▶ _Activity_: The required answer is a copy of each line in the entries below that includes "Genina".

▽

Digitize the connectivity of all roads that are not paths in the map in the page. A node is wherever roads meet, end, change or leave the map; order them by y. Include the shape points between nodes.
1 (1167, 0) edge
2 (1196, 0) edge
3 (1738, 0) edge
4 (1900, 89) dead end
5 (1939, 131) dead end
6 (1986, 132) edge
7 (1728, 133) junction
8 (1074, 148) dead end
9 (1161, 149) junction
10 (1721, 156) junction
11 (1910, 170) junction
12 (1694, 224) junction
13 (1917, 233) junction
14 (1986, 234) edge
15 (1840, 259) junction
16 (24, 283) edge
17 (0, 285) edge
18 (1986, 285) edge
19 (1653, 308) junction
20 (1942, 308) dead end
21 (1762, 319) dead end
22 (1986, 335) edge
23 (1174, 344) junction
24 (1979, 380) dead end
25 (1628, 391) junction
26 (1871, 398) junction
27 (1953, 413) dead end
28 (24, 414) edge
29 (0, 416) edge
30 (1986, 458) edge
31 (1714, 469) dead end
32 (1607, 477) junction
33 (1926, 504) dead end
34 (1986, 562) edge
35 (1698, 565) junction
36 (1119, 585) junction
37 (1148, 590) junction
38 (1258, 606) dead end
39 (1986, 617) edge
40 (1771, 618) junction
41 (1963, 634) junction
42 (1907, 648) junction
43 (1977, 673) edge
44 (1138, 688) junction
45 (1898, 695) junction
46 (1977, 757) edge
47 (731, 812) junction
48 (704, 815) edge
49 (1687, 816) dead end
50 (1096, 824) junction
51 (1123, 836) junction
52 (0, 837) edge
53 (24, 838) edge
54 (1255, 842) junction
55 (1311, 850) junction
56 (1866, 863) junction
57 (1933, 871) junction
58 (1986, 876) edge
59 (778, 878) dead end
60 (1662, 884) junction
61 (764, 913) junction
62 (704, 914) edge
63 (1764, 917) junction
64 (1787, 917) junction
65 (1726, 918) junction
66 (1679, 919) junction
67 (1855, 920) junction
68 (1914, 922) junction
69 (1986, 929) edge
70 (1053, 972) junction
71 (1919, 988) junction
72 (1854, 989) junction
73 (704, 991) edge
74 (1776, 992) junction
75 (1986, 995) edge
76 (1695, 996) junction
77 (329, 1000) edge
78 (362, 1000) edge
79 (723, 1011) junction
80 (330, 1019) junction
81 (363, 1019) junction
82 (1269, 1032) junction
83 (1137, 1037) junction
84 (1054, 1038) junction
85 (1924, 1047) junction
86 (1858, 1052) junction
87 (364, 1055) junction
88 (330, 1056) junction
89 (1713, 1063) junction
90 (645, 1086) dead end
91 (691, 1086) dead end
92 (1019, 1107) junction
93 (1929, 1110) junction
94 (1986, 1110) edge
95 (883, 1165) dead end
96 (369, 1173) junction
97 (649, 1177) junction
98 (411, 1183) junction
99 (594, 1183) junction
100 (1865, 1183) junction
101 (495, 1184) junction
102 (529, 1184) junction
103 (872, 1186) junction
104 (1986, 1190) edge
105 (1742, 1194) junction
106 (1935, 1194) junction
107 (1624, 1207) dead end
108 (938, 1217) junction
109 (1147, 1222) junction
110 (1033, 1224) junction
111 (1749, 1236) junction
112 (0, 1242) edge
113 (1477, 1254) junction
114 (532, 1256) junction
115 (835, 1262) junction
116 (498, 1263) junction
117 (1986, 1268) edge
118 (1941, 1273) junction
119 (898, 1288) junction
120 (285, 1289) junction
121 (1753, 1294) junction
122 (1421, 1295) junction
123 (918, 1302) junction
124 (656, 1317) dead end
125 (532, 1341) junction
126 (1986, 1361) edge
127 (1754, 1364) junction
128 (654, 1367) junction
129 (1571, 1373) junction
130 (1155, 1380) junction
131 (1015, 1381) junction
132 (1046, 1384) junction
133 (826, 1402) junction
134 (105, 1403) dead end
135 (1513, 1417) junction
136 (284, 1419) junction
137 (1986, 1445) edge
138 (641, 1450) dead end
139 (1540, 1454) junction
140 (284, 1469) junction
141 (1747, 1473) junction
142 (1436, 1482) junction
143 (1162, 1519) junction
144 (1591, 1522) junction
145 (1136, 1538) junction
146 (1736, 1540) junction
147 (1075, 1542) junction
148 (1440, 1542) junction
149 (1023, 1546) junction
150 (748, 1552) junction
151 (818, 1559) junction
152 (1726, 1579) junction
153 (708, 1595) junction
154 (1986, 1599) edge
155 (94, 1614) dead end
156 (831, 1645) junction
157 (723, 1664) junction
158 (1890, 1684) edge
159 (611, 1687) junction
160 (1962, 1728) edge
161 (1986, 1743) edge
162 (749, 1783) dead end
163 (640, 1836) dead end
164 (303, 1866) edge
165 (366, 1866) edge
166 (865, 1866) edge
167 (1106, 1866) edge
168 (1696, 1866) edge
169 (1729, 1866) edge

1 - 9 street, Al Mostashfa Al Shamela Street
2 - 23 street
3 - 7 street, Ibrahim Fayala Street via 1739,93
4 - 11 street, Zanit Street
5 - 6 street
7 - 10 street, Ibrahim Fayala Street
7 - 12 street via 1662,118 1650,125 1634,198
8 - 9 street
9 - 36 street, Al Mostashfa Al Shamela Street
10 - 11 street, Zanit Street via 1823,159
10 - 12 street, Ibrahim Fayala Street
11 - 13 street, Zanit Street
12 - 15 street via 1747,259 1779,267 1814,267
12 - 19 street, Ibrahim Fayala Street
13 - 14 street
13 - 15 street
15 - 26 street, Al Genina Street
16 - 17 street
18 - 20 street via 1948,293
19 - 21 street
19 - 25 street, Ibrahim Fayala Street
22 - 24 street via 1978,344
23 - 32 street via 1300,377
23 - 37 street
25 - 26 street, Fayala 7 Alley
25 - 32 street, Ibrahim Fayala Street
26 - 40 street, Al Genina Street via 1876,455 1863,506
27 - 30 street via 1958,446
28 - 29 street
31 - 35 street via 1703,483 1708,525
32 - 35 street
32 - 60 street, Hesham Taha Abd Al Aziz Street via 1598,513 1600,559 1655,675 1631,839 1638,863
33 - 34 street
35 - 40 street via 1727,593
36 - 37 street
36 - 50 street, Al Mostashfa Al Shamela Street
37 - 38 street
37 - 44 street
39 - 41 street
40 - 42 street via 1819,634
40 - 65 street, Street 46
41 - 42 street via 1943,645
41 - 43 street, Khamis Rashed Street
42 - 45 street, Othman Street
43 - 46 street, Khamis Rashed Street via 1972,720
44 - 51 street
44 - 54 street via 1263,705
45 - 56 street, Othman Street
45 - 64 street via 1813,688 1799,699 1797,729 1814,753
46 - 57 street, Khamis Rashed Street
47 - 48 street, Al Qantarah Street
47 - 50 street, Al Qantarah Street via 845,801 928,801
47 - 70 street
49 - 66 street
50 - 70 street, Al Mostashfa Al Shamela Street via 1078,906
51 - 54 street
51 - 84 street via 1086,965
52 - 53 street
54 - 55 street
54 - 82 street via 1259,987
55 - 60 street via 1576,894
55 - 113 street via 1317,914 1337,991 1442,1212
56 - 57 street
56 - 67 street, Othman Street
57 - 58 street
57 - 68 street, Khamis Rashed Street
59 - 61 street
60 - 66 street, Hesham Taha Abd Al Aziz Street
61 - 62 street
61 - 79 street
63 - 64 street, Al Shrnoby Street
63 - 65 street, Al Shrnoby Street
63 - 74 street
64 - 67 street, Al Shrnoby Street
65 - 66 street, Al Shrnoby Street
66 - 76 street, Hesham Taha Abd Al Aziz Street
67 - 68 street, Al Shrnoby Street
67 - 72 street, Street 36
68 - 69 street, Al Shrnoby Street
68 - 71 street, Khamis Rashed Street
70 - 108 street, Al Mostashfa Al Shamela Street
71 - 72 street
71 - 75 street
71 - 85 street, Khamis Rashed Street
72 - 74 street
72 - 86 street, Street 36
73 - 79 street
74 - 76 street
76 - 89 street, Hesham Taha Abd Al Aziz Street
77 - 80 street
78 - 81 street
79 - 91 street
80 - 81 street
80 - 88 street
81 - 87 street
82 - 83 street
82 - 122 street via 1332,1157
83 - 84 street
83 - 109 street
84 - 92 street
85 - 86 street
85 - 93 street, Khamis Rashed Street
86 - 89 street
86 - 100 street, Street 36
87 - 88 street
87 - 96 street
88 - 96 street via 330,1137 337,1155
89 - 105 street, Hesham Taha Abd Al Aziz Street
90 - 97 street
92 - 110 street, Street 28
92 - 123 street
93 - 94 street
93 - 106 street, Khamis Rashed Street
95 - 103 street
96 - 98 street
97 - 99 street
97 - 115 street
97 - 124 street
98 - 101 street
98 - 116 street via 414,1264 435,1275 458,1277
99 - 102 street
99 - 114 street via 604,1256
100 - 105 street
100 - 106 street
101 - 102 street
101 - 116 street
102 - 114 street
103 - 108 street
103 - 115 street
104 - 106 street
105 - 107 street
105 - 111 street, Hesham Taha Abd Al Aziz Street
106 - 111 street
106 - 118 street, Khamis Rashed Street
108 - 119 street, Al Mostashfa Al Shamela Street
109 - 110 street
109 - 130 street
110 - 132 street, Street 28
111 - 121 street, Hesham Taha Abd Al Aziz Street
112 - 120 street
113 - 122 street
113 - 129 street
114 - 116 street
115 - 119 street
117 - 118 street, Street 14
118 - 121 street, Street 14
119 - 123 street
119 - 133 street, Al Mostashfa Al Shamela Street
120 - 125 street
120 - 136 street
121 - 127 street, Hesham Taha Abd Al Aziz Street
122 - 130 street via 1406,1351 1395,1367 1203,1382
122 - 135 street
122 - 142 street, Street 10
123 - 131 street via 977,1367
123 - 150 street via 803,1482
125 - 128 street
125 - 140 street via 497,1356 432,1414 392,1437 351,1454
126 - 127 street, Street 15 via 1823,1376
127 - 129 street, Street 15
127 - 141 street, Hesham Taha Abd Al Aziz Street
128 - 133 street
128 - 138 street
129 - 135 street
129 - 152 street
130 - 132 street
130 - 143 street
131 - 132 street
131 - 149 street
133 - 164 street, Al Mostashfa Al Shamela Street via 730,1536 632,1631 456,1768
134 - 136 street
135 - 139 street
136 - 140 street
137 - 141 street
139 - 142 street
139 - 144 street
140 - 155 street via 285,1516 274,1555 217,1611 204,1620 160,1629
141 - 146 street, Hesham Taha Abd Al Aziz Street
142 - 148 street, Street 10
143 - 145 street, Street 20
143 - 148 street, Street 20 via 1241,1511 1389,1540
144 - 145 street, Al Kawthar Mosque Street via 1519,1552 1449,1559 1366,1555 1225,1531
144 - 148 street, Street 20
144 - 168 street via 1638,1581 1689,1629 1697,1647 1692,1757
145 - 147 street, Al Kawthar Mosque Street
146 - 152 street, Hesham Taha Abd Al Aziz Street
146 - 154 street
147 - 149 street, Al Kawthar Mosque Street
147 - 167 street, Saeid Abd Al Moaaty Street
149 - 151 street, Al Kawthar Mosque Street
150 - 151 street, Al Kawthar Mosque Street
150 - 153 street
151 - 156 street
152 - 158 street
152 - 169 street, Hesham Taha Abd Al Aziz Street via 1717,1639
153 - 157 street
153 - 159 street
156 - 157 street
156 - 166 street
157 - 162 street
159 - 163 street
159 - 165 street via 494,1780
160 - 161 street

△

▶ _Problem solution_:
15 - 26 street, Al Genina Street
26 - 40 street, Al Genina Street via 1876,455 1863,506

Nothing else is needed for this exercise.